Work instruction
Would you restate the listing word for word, with the images omitted?

::::::::::

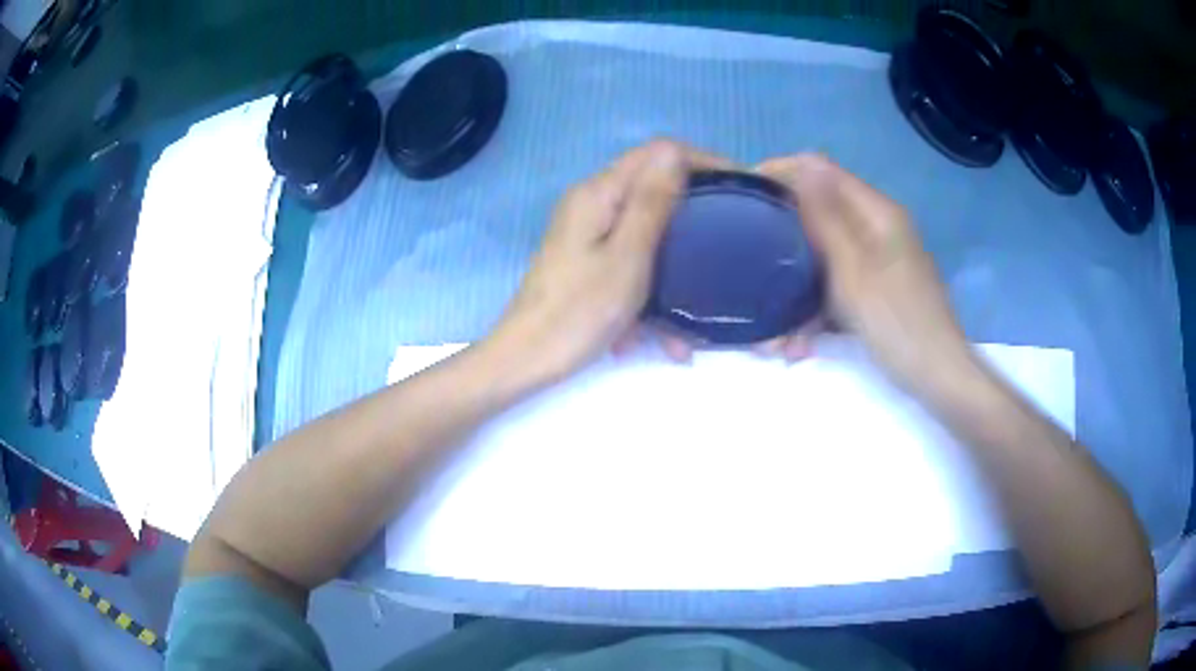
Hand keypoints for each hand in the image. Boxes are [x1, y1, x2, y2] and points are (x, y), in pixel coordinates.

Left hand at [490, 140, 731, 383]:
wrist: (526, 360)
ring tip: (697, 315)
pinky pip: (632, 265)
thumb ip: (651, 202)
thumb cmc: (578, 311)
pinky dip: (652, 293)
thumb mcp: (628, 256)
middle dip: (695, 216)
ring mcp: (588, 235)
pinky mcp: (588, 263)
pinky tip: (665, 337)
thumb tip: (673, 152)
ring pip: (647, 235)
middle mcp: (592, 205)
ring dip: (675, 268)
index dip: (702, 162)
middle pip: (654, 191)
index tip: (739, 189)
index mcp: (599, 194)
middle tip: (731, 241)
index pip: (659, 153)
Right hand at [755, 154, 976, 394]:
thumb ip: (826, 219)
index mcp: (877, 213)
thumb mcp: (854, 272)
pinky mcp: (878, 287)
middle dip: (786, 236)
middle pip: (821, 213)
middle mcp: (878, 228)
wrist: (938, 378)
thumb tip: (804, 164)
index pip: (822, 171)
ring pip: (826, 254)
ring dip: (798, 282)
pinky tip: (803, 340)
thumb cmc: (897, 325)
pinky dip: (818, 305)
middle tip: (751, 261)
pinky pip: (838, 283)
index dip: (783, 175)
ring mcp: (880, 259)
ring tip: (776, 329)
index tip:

::::::::::

Problem solution
Hand keypoints for each hand in the image. Boxes are [x1, y1, x2, y2] and points are (x, y), in pixel coordinates.

Left hand at [490, 140, 731, 383]:
wrist: (526, 360)
ring tip: (697, 315)
pinky pip: (632, 265)
thumb ip: (651, 202)
thumb cmc: (578, 311)
pinky dip: (652, 293)
thumb mcp: (628, 256)
middle dip: (695, 216)
ring mcp: (588, 235)
pinky mcp: (588, 263)
pinky tip: (665, 337)
thumb tip: (673, 152)
ring pip: (647, 235)
middle mcp: (592, 205)
ring dip: (675, 268)
index dip: (702, 162)
middle pip: (654, 191)
index tip: (739, 189)
index mcp: (599, 194)
middle tip: (731, 241)
index pip: (659, 153)
Right hand at [755, 154, 976, 394]:
thumb ip: (826, 219)
index mcp: (877, 213)
thumb mcp: (854, 272)
pinky mcp: (878, 287)
middle dip: (786, 236)
middle pip: (821, 213)
middle mcp: (878, 228)
wrist: (938, 378)
thumb tip: (804, 164)
index pip: (822, 171)
ring pip: (826, 254)
ring dip: (798, 282)
pinky tip: (803, 340)
thumb cmc: (897, 325)
pinky dip: (818, 305)
middle tip: (751, 261)
pinky pip: (838, 283)
index dip: (783, 175)
ring mcp: (880, 259)
ring tip: (776, 329)
index tip:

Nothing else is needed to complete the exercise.